┌──

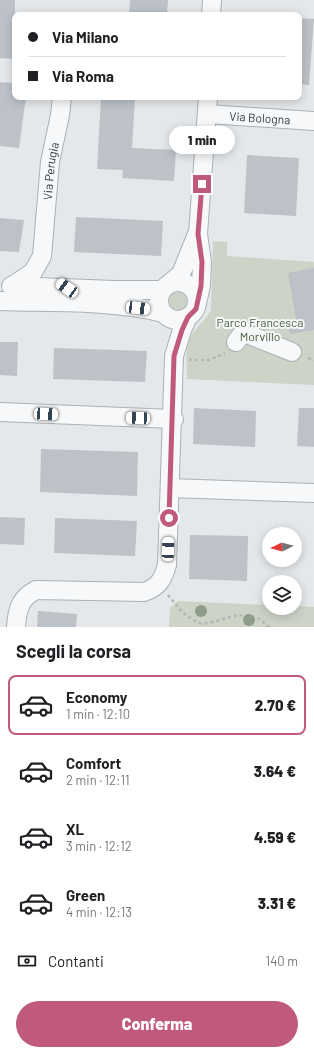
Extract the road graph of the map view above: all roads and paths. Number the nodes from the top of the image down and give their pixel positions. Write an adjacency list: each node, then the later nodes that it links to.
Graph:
1 (212, 0): 2 (street)
2 (211, 12)
3 (62, 100): 7 (street, Via Perugia)
4 (207, 105): 5 (street, Via Bologna); 6 (street)
5 (314, 122)
6 (198, 234): 9 (street); 12 (street)
7 (44, 245): 8 (street, Via Perugia); 10 (street, Via Perugia)
8 (6, 286): 10 (street)
9 (166, 286): 10 (street); 12 (street); 13 (street)
10 (67, 288)
11 (0, 301): 13 (street)
12 (192, 310): 13 (street); 16 (street)
13 (164, 314): 16 (street)
14 (236, 342): 15 (street); 16 (path)
15 (292, 352)
16 (180, 358): 18 (street)
17 (0, 412): 18 (street)
18 (174, 419): 19 (street)
19 (170, 488): 20 (street); 21 (street)
20 (314, 493)
21 (160, 591): 22 (street); 23 (path)
22 (16, 627)
23 (270, 627)

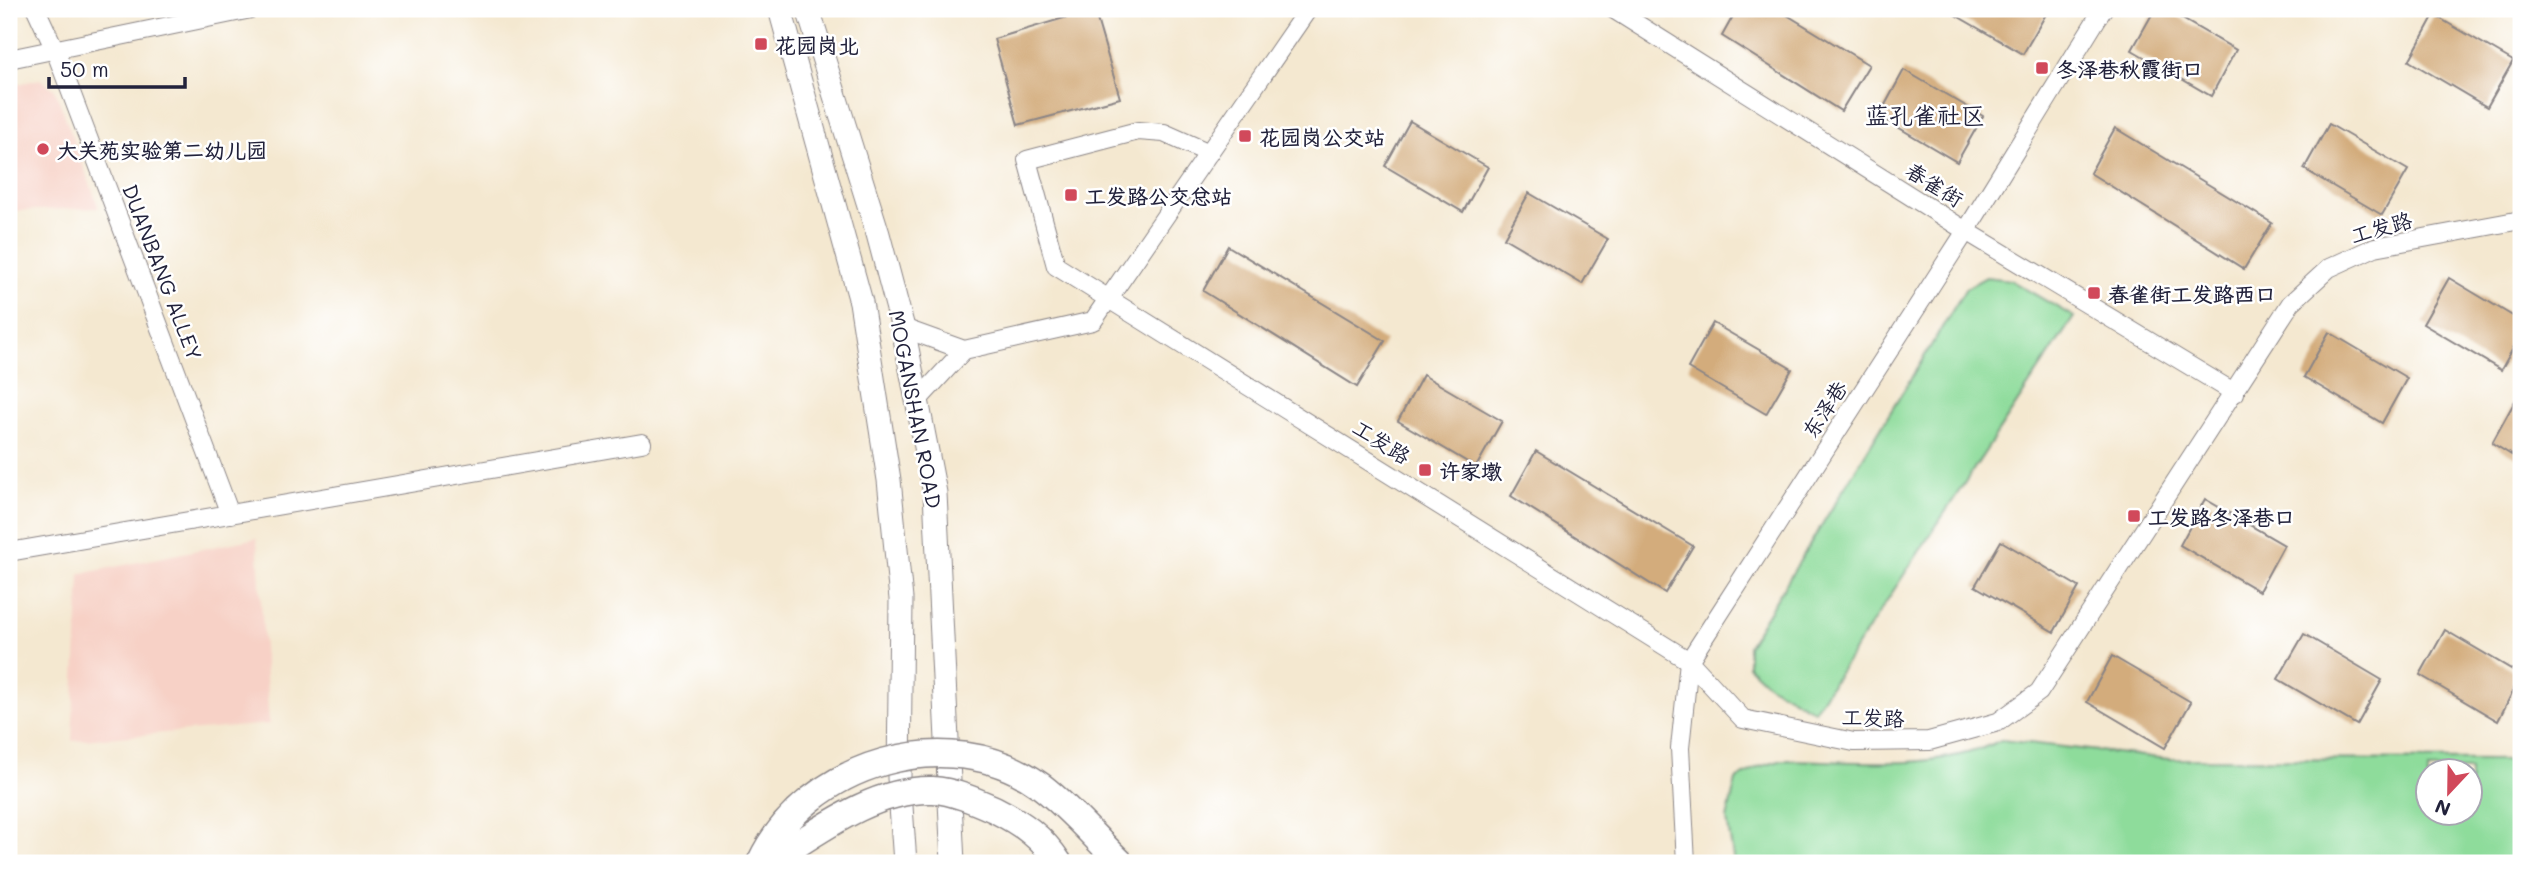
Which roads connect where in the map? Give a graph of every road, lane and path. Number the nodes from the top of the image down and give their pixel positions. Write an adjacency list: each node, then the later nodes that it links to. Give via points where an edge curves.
1 (36, 9): 8 (street, DUANBANG ALLEY)
2 (251, 9): 8 (street)
3 (780, 9): 24 (main road, MOGANSHAN ROAD, via 860,302 889,480 901,599 899,778)
4 (808, 9): 14 (main road, MOGANSHAN ROAD)
5 (1308, 9): 10 (street)
6 (1613, 9): 12 (street, 春雀街)
7 (2103, 9): 12 (street, 东泽巷)
8 (55, 50): 9 (street); 19 (street, DUANBANG ALLEY)
9 (9, 60)
10 (1209, 153): 13 (street); 13 (street, 工发路, via 1164,133 1138,131 1027,160 1056,266)
11 (2521, 219): 16 (street, 工发路, via 2375,247 2329,268 2291,303)
12 (1966, 231): 16 (street, 春雀街); 21 (street, 东泽巷)
13 (1111, 298): 15 (street, via 1093,321); 21 (street, 工发路)
14 (903, 328): 15 (street); 17 (main road, MOGANSHAN ROAD)
15 (964, 350): 17 (street)
16 (2235, 393): 21 (street, 工发路, via 2039,692 1998,722 1929,741 1854,743 1743,719)
17 (917, 401): 25 (main road, MOGANSHAN ROAD, via 935,493)
18 (642, 443): 19 (street)
19 (230, 514): 20 (street)
20 (9, 552)
21 (1689, 661): 28 (street, 东泽巷, via 1680,748)
22 (760, 863): 27 (highway, bridge, via 783,825 830,786 881,762 937,754 973,756 1040,785)
23 (768, 863): 26 (highway, bridge, via 842,817 888,797 933,790 976,800 1015,820 1033,831)
24 (905, 863)
25 (953, 863)
26 (1059, 863)
27 (1121, 863)
28 (1686, 863)

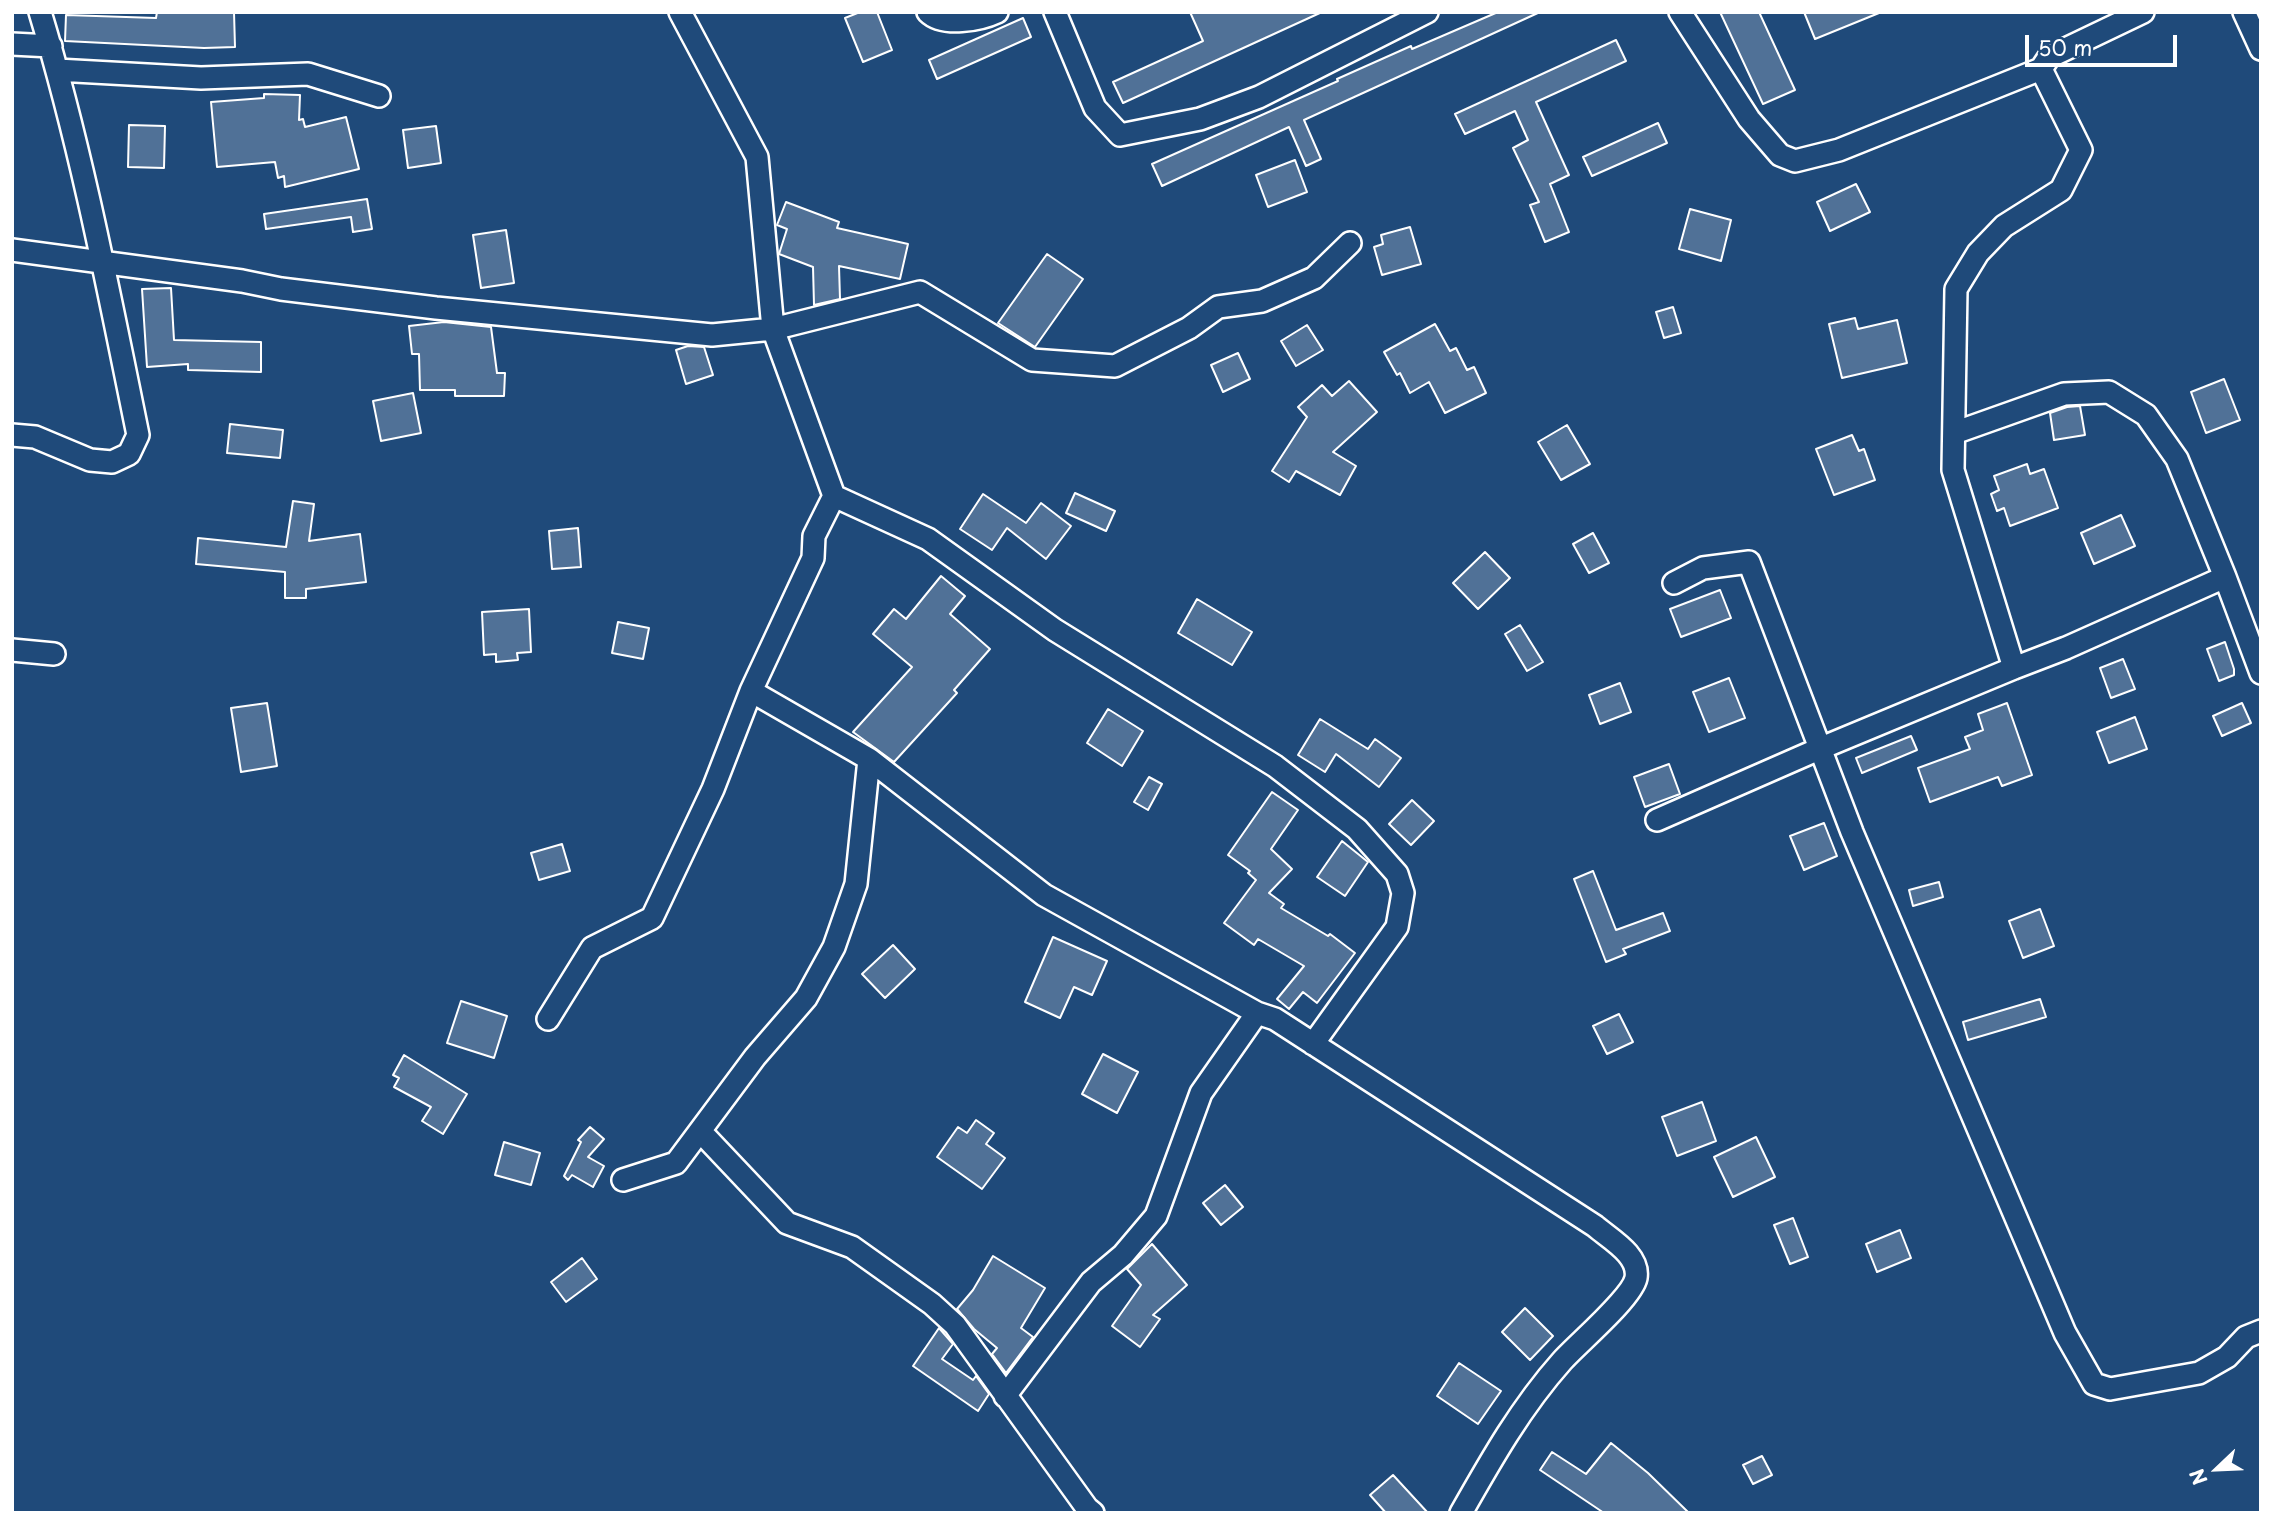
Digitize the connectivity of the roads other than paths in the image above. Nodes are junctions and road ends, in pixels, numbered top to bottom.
1 (40, 12) edge
2 (680, 12) edge
3 (928, 12) edge
4 (997, 12) edge
5 (1055, 12) edge
6 (1427, 12) edge
7 (1680, 12) edge
8 (2143, 12) edge
9 (2244, 12) edge
10 (12, 44) edge
11 (51, 46) junction
12 (2261, 49) edge
13 (2041, 69) junction
14 (57, 70) junction
15 (379, 96) dead end
16 (1350, 243) dead end
17 (12, 250) edge
18 (103, 264) junction
19 (773, 329) junction
20 (1954, 433) junction
21 (12, 435) edge
22 (834, 496) junction
23 (2225, 577) junction
24 (1674, 583) dead end
25 (12, 650) edge
26 (54, 654) dead end
27 (2014, 668) junction
28 (2261, 673) edge
29 (751, 691) junction
30 (1819, 749) junction
31 (869, 759) junction
32 (1657, 820) dead end
33 (1257, 1013) junction
34 (548, 1019) dead end
35 (1313, 1044) junction
36 (700, 1132) junction
37 (623, 1180) dead end
38 (2261, 1331) edge
39 (1005, 1395) junction
40 (1093, 1513) edge
41 (1461, 1513) edge

1 - 11 street
2 - 19 street
3 - 4 street
5 - 6 street
7 - 13 street
8 - 13 street
9 - 12 street
10 - 11 street
11 - 14 street
13 - 20 street
14 - 15 street
14 - 18 street
16 - 19 street
17 - 18 street
18 - 19 street
18 - 21 street
19 - 22 street
20 - 23 street
20 - 27 street
22 - 29 street
22 - 35 street
23 - 27 street
23 - 28 street
24 - 30 street
25 - 26 street
27 - 30 street
29 - 31 street
29 - 34 street
30 - 32 street
30 - 38 street
31 - 33 street
31 - 36 street
33 - 35 street
33 - 39 street
35 - 41 street
36 - 37 street
36 - 39 street
39 - 40 street

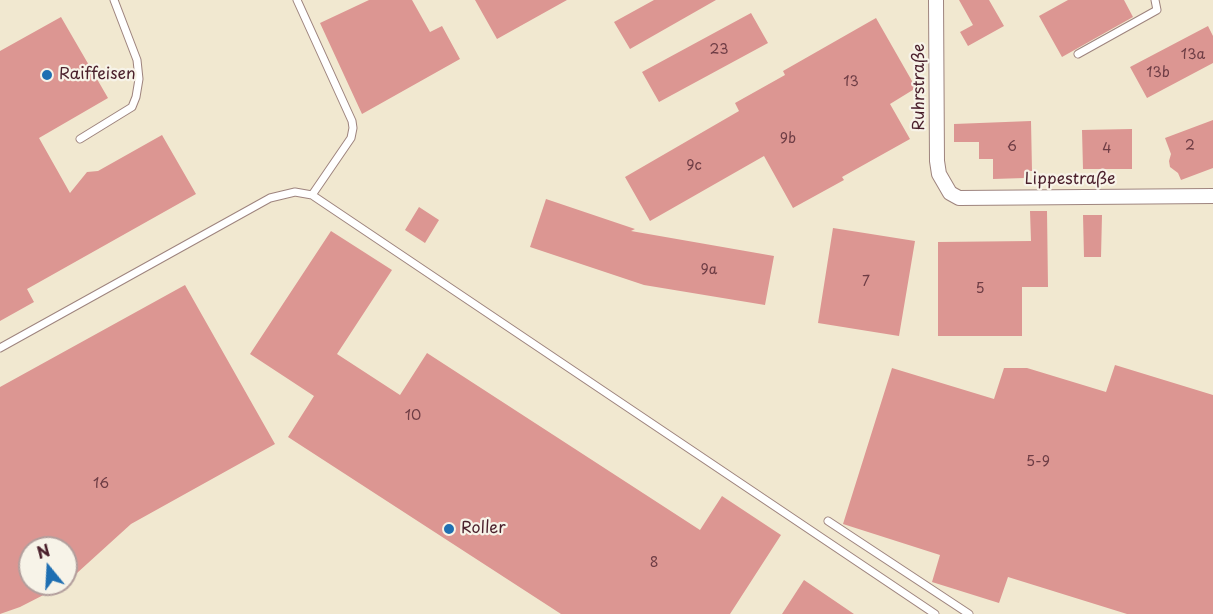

└──

WHAT IS EXPECTED:
Repeat the entries verbatim; no pictures.

THE ANSWER:
Extract the road graph of the map view above: all roads and paths. Number the nodes from the top of the image down and give their pixel positions. Write an adjacency list: each node, then the later nodes that it links to.
Graph:
1 (212, 0): 2 (street)
2 (211, 12)
3 (62, 100): 7 (street, Via Perugia)
4 (207, 105): 5 (street, Via Bologna); 6 (street)
5 (314, 122)
6 (198, 234): 9 (street); 12 (street)
7 (44, 245): 8 (street, Via Perugia); 10 (street, Via Perugia)
8 (6, 286): 10 (street)
9 (166, 286): 10 (street); 12 (street); 13 (street)
10 (67, 288)
11 (0, 301): 13 (street)
12 (192, 310): 13 (street); 16 (street)
13 (164, 314): 16 (street)
14 (236, 342): 15 (street); 16 (path)
15 (292, 352)
16 (180, 358): 18 (street)
17 (0, 412): 18 (street)
18 (174, 419): 19 (street)
19 (170, 488): 20 (street); 21 (street)
20 (314, 493)
21 (160, 591): 22 (street); 23 (path)
22 (16, 627)
23 (270, 627)

Which roads connect where in the map? Give a graph of every road, lane and path. Number the nodes from the top of the image down and give their pixel positions. Write an adjacency list: each node, then the later nodes that it links to. Give via points where an edge curves.
1 (36, 9): 8 (street, DUANBANG ALLEY)
2 (251, 9): 8 (street)
3 (780, 9): 24 (main road, MOGANSHAN ROAD, via 860,302 889,480 901,599 899,778)
4 (808, 9): 14 (main road, MOGANSHAN ROAD)
5 (1308, 9): 10 (street)
6 (1613, 9): 12 (street, 春雀街)
7 (2103, 9): 12 (street, 东泽巷)
8 (55, 50): 9 (street); 19 (street, DUANBANG ALLEY)
9 (9, 60)
10 (1209, 153): 13 (street); 13 (street, 工发路, via 1164,133 1138,131 1027,160 1056,266)
11 (2521, 219): 16 (street, 工发路, via 2375,247 2329,268 2291,303)
12 (1966, 231): 16 (street, 春雀街); 21 (street, 东泽巷)
13 (1111, 298): 15 (street, via 1093,321); 21 (street, 工发路)
14 (903, 328): 15 (street); 17 (main road, MOGANSHAN ROAD)
15 (964, 350): 17 (street)
16 (2235, 393): 21 (street, 工发路, via 2039,692 1998,722 1929,741 1854,743 1743,719)
17 (917, 401): 25 (main road, MOGANSHAN ROAD, via 935,493)
18 (642, 443): 19 (street)
19 (230, 514): 20 (street)
20 (9, 552)
21 (1689, 661): 28 (street, 东泽巷, via 1680,748)
22 (760, 863): 27 (highway, bridge, via 783,825 830,786 881,762 937,754 973,756 1040,785)
23 (768, 863): 26 (highway, bridge, via 842,817 888,797 933,790 976,800 1015,820 1033,831)
24 (905, 863)
25 (953, 863)
26 (1059, 863)
27 (1121, 863)
28 (1686, 863)

Digitize the connectivity of the roads other than paths in the image above. Nodes are junctions and road ends, in pixels, numbered top to bottom.
1 (40, 12) edge
2 (680, 12) edge
3 (928, 12) edge
4 (997, 12) edge
5 (1055, 12) edge
6 (1427, 12) edge
7 (1680, 12) edge
8 (2143, 12) edge
9 (2244, 12) edge
10 (12, 44) edge
11 (51, 46) junction
12 (2261, 49) edge
13 (2041, 69) junction
14 (57, 70) junction
15 (379, 96) dead end
16 (1350, 243) dead end
17 (12, 250) edge
18 (103, 264) junction
19 (773, 329) junction
20 (1954, 433) junction
21 (12, 435) edge
22 (834, 496) junction
23 (2225, 577) junction
24 (1674, 583) dead end
25 (12, 650) edge
26 (54, 654) dead end
27 (2014, 668) junction
28 (2261, 673) edge
29 (751, 691) junction
30 (1819, 749) junction
31 (869, 759) junction
32 (1657, 820) dead end
33 (1257, 1013) junction
34 (548, 1019) dead end
35 (1313, 1044) junction
36 (700, 1132) junction
37 (623, 1180) dead end
38 (2261, 1331) edge
39 (1005, 1395) junction
40 (1093, 1513) edge
41 (1461, 1513) edge

1 - 11 street
2 - 19 street
3 - 4 street
5 - 6 street
7 - 13 street
8 - 13 street
9 - 12 street
10 - 11 street
11 - 14 street
13 - 20 street
14 - 15 street
14 - 18 street
16 - 19 street
17 - 18 street
18 - 19 street
18 - 21 street
19 - 22 street
20 - 23 street
20 - 27 street
22 - 29 street
22 - 35 street
23 - 27 street
23 - 28 street
24 - 30 street
25 - 26 street
27 - 30 street
29 - 31 street
29 - 34 street
30 - 32 street
30 - 38 street
31 - 33 street
31 - 36 street
33 - 35 street
33 - 39 street
35 - 41 street
36 - 37 street
36 - 39 street
39 - 40 street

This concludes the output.